Одна из глав «Мубаин» (поэма была переведена – лишь частично – на русский язык) объясняет взгляды Тигра на систему налогообложения в стране, населенной преимущественно афганцами. Поскольку он предназначал свое сочинение сыновьям, в нем, очевидно, отразились его окончательные выводы о доходах, которые могла принести эта скудная земля, обрабатываемая дикими племенами и оседлыми крестьянами. Нельзя не отметить, что Бабур был далек от мысли применить в своей новой стране ту систему налогов, которой пользовались Тимуриды, правящие в Самарканде. Феодальный обычай, обязующий землевладельца отдавать казне часть собранного на его полях урожая, заменил новый закон, вводящий конкретный налог на земли, стада и торговлю.

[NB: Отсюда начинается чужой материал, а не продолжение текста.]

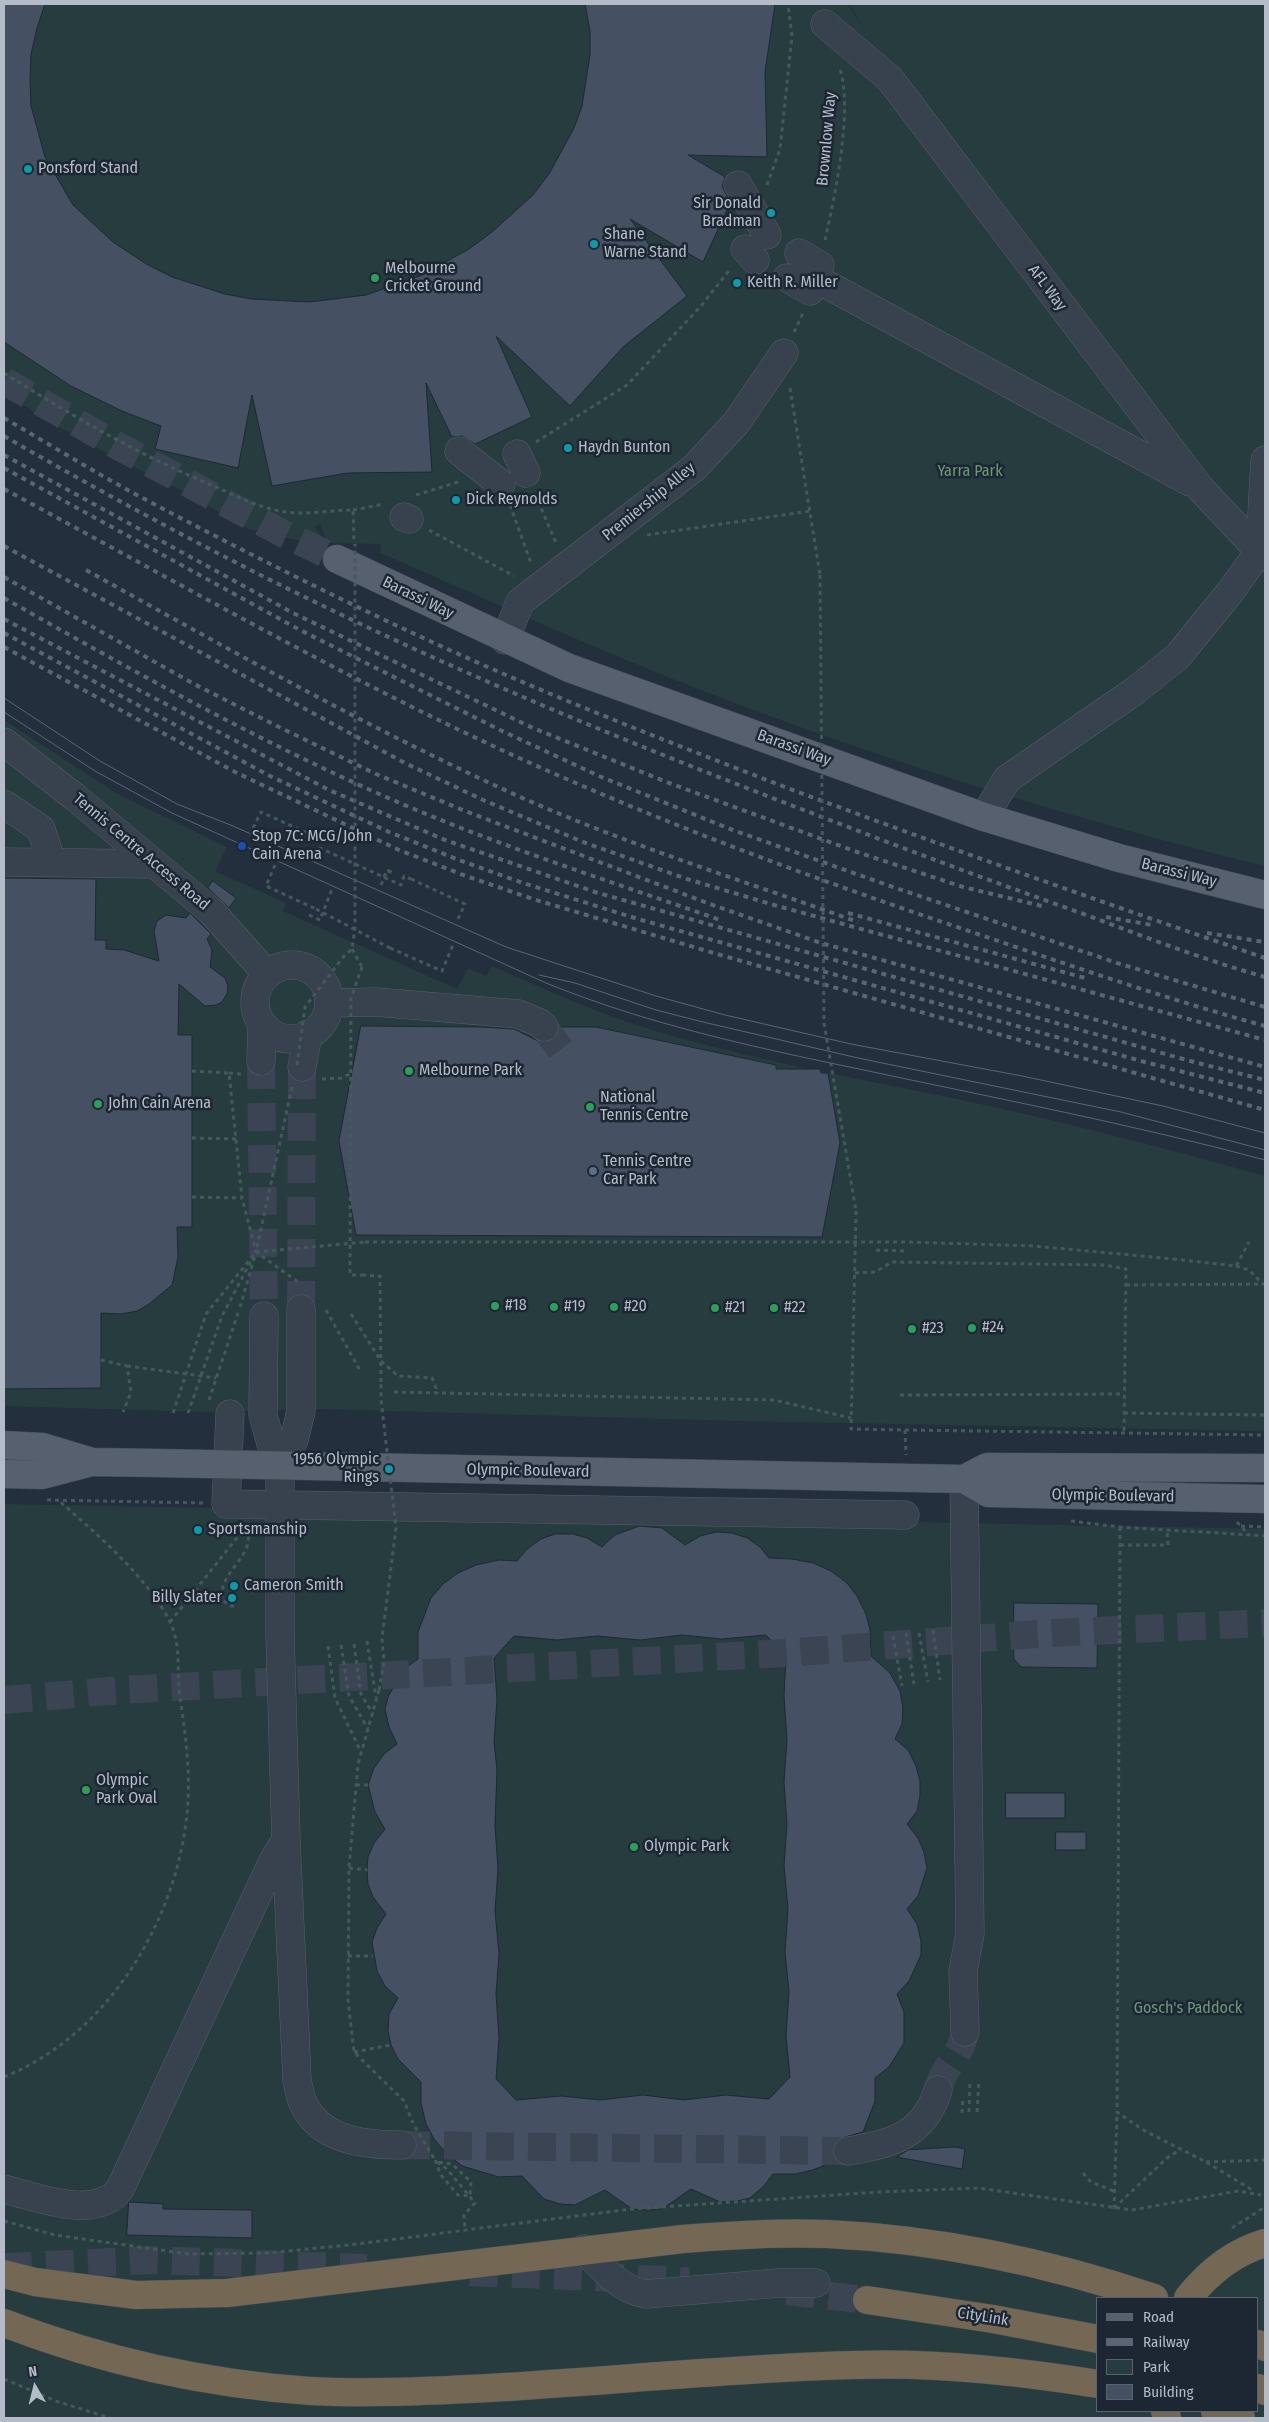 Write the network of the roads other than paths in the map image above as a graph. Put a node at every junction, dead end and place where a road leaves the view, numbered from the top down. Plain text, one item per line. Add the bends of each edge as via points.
1 (825, 24) dead end
2 (738, 185) dead end
3 (756, 240) road end
4 (806, 273) road end
5 (784, 353) road end
6 (458, 451) dead end
7 (1265, 460) edge
8 (494, 478) road end
9 (1200, 488) junction
10 (1264, 552) edge
11 (337, 559) tunnel mouth
12 (506, 640) junction
13 (4, 742) edge
14 (4, 804) edge
15 (984, 817) junction
16 (4, 862) edge
17 (52, 863) junction
18 (154, 864) junction
19 (1265, 895) edge
20 (267, 974) junction
21 (330, 1003) junction
22 (262, 1025) junction
23 (544, 1027) tunnel mouth
24 (308, 1034) junction
25 (261, 1061) tunnel mouth
26 (297, 1071) tunnel mouth
27 (309, 1299) tunnel mouth
28 (264, 1316) tunnel mouth
29 (220, 1406) road end
30 (4, 1445) edge
31 (92, 1462) junction
32 (228, 1464) junction
33 (280, 1466) junction
34 (1265, 1468) edge
35 (4, 1474) edge
36 (964, 1480) junction
37 (1265, 1499) edge
38 (281, 1505) junction
39 (905, 1514) dead end
40 (286, 1840) junction
41 (965, 2032) tunnel mouth
42 (938, 2090) tunnel mouth
43 (408, 2136) tunnel mouth
44 (848, 2151) tunnel mouth
45 (4, 2189) edge
46 (1247, 2241) edge
47 (584, 2249) junction
48 (4, 2274) edge
49 (816, 2283) tunnel mouth
50 (1150, 2297) edge
51 (1189, 2297) edge
52 (867, 2300) tunnel mouth
53 (4, 2323) edge
54 (1096, 2339) edge
55 (1096, 2384) edge
56 (1219, 2412) edge
57 (1241, 2418) edge

1 - 9 street, AFL Way via 890,79
2 - 3 street
4 - 9 street
5 - 12 street, Premiership Alley via 736,423 694,468 520,602
6 - 8 street
7 - 10 street
9 - 10 street, AFL Way
10 - 15 street via 1178,656 1136,690 1007,779
11 - 12 main road, Barassi Way
12 - 15 main road, Barassi Way via 569,668
13 - 18 street, Tennis Centre Access Road
14 - 17 street via 41,829
15 - 19 main road, Barassi Way via 1119,858
16 - 17 street
17 - 18 street
18 - 20 street, Tennis Centre Access Road via 211,911
20 - 21 street via 290,965 313,971 328,991
20 - 22 street via 255,993 255,1010
21 - 23 street via 376,1002 518,1014
21 - 24 street via 322,1025
22 - 24 street via 280,1038
22 - 25 street
24 - 26 street
27 - 33 street via 301,1411 294,1440
28 - 33 street via 263,1415
29 - 32 street
30 - 31 main road, Olympic Boulevard via 42,1446
31 - 32 main road, Olympic Boulevard
31 - 35 main road, Olympic Boulevard via 42,1475
32 - 33 main road, Olympic Boulevard
32 - 38 street via 239,1512
33 - 36 main road, Olympic Boulevard
33 - 38 street
34 - 36 main road, Olympic Boulevard via 987,1467
36 - 37 main road, Olympic Boulevard via 988,1493
36 - 41 street via 970,1934 963,1971
38 - 39 street
38 - 40 street
40 - 43 street via 294,2039 297,2080 303,2103 314,2120 329,2132 364,2143
40 - 45 street via 273,1860 120,2190 100,2204 79,2205
42 - 44 street via 925,2119 906,2135 884,2144
46 - 51 highway
47 - 48 highway via 370,2277 177,2296 87,2290
47 - 49 street via 618,2283 646,2294
47 - 50 highway via 757,2234 827,2234 890,2239 1031,2264
52 - 54 highway, CityLink via 993,2318
53 - 55 highway via 42,2338 162,2371 239,2384 312,2391 425,2391 856,2364 979,2368
56 - 57 highway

Довольно умеренный налог на земли взимался с учетом их местоположения, но вне зависимости от величины урожая, что побуждало землевладельцев увеличивать доходность наделов. С фруктовых садов, диких или культурных, причиталась десятая часть от собранных плодов. Со стад овец и коз брали одну голову с каждой сотни; крупного рогатого скота – одну из тридцати, лошадей – одну из сорока; по непонятным причинам пять верблюдов приравнивались к одной овце. Владельцам стад предоставлялось «право выбора» – они могли платить деньгами или натурой. Что касается торговли, купцы местного базара выплачивали определенную сумму, которая пополнялась за счет проходящих через город торговых караванов. Немусульмане – индусы и евреи – отдавали в казну двадцатую часть своих товаров.
Очевидно, что богатства падишаха в Кабуле росли в основном за счет поступлений от владельцев стад и базарных лавок. Бабур всегда уделял самое пристальное внимание тому, что, по его мнению, было устроено неправильно, и стремился лично внести необходимые перемены. Благодаря пристрастию к экспериментам с руслами ручьев и посадкой растений, которое он не раз демонстрировал во время своих походов по стране, народ наградил своего монарха прозвищем Царь-Садовник.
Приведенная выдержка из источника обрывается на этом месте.